Relevance of a Telemedicine Monitoring in the Management of Depression
- Conditions
- Major Depressive Disorder
- Interventions
- Behavioral: Telemedicine session
- Registration Number
- NCT06076317
- Lead Sponsor
- Assistance Publique - Hôpitaux de Paris
- Brief Summary
Major depressive disorder (MDD) is a common chronic disease. It is the main cause of morbidity and disability in the world with, among other things, an increase in cardio-metabolic risk and a reduction in life expectancy, regardless of suicide risk. MDD is the most expensive medical condition: 10-20 billion €/year in France. This cost is mainly attributable to the functional consequences of the disease, highlighting the medico-economic challenge represented by the optimization of the organization of care.
In France, more than 80% of MDD patients are enrolled in non-psychiatric care pathways, mainly primary care or MSO hospital care (medicine, surgery, obstetrics).
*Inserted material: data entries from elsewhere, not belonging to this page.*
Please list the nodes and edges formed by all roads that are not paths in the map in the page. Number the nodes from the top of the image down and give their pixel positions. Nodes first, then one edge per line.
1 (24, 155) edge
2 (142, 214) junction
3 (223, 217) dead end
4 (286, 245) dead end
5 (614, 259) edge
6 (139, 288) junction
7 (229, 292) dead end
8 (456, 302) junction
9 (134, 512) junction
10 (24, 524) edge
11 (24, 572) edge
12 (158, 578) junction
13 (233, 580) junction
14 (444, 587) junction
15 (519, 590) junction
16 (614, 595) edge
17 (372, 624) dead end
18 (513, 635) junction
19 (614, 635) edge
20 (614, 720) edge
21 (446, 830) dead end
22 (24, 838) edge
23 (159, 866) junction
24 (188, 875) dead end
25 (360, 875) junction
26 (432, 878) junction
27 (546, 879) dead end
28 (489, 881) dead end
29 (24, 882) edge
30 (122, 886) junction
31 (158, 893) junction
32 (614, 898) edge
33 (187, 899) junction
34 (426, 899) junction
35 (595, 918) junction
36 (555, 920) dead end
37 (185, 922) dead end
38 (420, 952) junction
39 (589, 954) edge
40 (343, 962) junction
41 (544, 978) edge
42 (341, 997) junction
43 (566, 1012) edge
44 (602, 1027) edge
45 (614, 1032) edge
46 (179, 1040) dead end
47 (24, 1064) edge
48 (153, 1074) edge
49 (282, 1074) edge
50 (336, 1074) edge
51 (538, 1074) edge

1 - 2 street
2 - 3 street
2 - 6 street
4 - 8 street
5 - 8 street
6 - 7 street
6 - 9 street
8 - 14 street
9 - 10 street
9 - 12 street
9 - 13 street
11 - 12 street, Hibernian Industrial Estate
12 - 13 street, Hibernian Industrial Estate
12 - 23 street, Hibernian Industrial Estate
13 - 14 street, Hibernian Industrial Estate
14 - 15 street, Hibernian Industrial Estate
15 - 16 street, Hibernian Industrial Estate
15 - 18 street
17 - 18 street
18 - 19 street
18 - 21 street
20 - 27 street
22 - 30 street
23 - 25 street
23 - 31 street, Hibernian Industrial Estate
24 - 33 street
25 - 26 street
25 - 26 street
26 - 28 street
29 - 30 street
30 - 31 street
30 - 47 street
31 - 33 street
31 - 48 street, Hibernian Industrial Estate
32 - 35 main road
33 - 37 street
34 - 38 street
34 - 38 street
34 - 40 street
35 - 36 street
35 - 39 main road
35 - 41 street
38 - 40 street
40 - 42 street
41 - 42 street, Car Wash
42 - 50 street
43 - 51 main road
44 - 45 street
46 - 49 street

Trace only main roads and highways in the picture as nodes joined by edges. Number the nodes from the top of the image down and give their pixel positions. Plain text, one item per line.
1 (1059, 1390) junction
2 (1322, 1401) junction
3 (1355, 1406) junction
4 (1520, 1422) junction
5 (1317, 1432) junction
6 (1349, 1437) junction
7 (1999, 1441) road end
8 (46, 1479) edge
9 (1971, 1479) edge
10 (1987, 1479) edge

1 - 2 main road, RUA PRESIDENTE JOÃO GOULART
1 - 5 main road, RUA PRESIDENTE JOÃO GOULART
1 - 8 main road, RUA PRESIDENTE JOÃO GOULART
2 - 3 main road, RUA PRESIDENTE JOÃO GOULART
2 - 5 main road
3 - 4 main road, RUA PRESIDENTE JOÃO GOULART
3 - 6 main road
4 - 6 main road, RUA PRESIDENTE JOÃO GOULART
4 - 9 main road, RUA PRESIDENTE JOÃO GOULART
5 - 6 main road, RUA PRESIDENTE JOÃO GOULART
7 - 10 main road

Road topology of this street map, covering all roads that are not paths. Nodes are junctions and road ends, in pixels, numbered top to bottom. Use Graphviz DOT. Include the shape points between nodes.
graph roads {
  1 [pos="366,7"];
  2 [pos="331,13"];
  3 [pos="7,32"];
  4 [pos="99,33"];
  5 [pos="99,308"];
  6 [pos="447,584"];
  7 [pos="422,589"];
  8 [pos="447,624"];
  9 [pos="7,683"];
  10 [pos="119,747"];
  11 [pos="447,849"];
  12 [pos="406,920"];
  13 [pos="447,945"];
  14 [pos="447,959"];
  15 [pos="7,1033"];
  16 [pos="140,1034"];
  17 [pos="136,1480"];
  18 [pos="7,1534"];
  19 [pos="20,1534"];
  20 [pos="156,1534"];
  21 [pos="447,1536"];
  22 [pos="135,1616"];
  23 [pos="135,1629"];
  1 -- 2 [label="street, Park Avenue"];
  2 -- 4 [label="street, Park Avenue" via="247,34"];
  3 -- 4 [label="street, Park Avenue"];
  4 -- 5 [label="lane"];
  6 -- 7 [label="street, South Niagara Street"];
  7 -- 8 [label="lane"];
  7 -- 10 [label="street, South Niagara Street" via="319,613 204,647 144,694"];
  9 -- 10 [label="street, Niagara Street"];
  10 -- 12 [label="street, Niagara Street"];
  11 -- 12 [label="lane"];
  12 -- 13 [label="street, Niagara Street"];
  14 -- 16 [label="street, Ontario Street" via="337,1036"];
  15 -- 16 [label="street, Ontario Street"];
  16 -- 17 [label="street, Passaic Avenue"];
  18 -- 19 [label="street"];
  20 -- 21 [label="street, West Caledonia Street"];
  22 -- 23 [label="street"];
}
Unfortunately, less than half of patients benefit from treatment at an appropriate dosage or duration, thus exposing them to the risks of relapse, recurrence and chronic evolution. It is necessary to optimize this management, in particular by improving secondary prevention, which consists of maintaining treatment in the months following symptomatic remission.
Several support programs (monitoring with assessment of symptomatology) have shown their effectiveness on depressive symptomatology with a favorable medico-economic report, in particular by allowing maintenance of antidepressant treatment. None of these studies have been conducted on French care pathways.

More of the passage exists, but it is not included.